Un aveu explicite a été fait à cet égard par un spécialiste éminent, et il est bon de le citer, car il dispense de tout commentaire. Ferrus, médecin en chef de Bicêtre, et ensuite inspecteur général des asiles d’aliénés en France, a écrit : « Dans le service des aliénés de Bicêtre, où se trouvent moyennement de 700 à 800 individus, il m’a fallu plusieurs années d’une étude suivie pour prendre une connaissance exacte de chacun d’eux, ce qu’il m’eût été difficile d’obtenir si je n’avais été bien secondé[1]. »

J’ai visité beaucoup d’asiles et dans bien des pays ; j’en ai vu un qui me paraît être un modèle au point de vue du personnel médical et des soins que l’on prodigue aux malades : c’est l’établissement d’Illenau[2], que Falret père signalait dès 1845 à l’attention du monde savant dans les Annales médico-psychologiques.

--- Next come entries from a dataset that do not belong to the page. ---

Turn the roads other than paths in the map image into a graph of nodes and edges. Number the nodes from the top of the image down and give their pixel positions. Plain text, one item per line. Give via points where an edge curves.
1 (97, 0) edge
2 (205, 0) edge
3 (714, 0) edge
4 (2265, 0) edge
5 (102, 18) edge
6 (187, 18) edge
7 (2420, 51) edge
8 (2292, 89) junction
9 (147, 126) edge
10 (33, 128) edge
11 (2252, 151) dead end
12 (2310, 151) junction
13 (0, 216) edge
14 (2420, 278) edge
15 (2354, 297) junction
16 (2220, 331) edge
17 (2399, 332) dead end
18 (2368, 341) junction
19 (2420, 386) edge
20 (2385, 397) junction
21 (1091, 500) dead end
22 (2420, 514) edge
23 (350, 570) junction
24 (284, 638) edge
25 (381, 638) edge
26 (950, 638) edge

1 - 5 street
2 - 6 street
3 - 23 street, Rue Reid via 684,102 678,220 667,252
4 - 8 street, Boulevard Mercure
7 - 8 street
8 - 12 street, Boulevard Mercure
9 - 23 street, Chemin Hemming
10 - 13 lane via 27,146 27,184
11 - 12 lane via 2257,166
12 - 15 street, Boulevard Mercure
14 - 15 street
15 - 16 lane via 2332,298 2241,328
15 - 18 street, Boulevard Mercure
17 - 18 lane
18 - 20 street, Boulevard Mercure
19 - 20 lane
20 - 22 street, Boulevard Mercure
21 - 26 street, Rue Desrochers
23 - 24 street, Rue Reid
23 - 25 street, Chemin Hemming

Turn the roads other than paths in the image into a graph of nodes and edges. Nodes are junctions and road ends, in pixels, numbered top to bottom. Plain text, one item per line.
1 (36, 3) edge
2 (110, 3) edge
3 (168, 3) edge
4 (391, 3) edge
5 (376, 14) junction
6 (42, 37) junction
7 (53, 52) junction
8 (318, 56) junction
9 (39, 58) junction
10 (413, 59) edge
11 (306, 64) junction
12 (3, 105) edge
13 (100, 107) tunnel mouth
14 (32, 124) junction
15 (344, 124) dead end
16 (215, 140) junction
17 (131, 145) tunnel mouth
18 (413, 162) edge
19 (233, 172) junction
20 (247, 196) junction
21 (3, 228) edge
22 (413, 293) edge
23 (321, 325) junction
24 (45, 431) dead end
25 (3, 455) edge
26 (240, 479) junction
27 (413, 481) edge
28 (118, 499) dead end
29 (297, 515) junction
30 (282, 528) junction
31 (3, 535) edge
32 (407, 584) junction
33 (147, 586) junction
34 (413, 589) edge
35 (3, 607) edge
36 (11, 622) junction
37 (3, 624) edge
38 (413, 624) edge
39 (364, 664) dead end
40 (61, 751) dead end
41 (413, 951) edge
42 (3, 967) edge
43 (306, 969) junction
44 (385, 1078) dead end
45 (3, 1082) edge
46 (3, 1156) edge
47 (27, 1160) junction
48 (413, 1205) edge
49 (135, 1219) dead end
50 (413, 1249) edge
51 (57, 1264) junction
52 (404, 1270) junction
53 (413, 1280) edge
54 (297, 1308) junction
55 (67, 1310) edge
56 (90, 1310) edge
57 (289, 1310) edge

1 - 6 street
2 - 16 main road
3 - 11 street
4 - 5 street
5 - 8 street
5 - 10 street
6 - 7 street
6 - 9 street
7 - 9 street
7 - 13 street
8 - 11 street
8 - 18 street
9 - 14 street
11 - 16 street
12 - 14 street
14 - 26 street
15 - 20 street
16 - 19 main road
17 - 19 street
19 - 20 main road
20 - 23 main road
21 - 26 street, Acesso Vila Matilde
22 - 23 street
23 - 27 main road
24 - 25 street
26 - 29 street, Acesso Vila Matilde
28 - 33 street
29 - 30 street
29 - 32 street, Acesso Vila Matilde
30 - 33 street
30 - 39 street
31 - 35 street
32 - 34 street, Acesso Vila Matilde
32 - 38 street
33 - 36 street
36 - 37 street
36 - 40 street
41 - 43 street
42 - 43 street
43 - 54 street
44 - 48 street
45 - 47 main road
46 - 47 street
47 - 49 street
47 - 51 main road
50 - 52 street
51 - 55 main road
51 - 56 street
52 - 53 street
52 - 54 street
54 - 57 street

Le docteur Roller, qui l’a fondé en 1837, le dirige encore ; l’infatigable vieillard semble avoir trouvé une nouvelle jeunesse, une vigueur toujours renaissante dans l’accomplissement du devoir et dans l’amour de sa profession. Pour une population d’aliénés qui ne

  1. Des Aliénés, par E. Ferrus. Paris, veuve Huzard ; in-8o, 1834, p. 206.
  2. Près d’Achern, dans le grand-duché de Bade.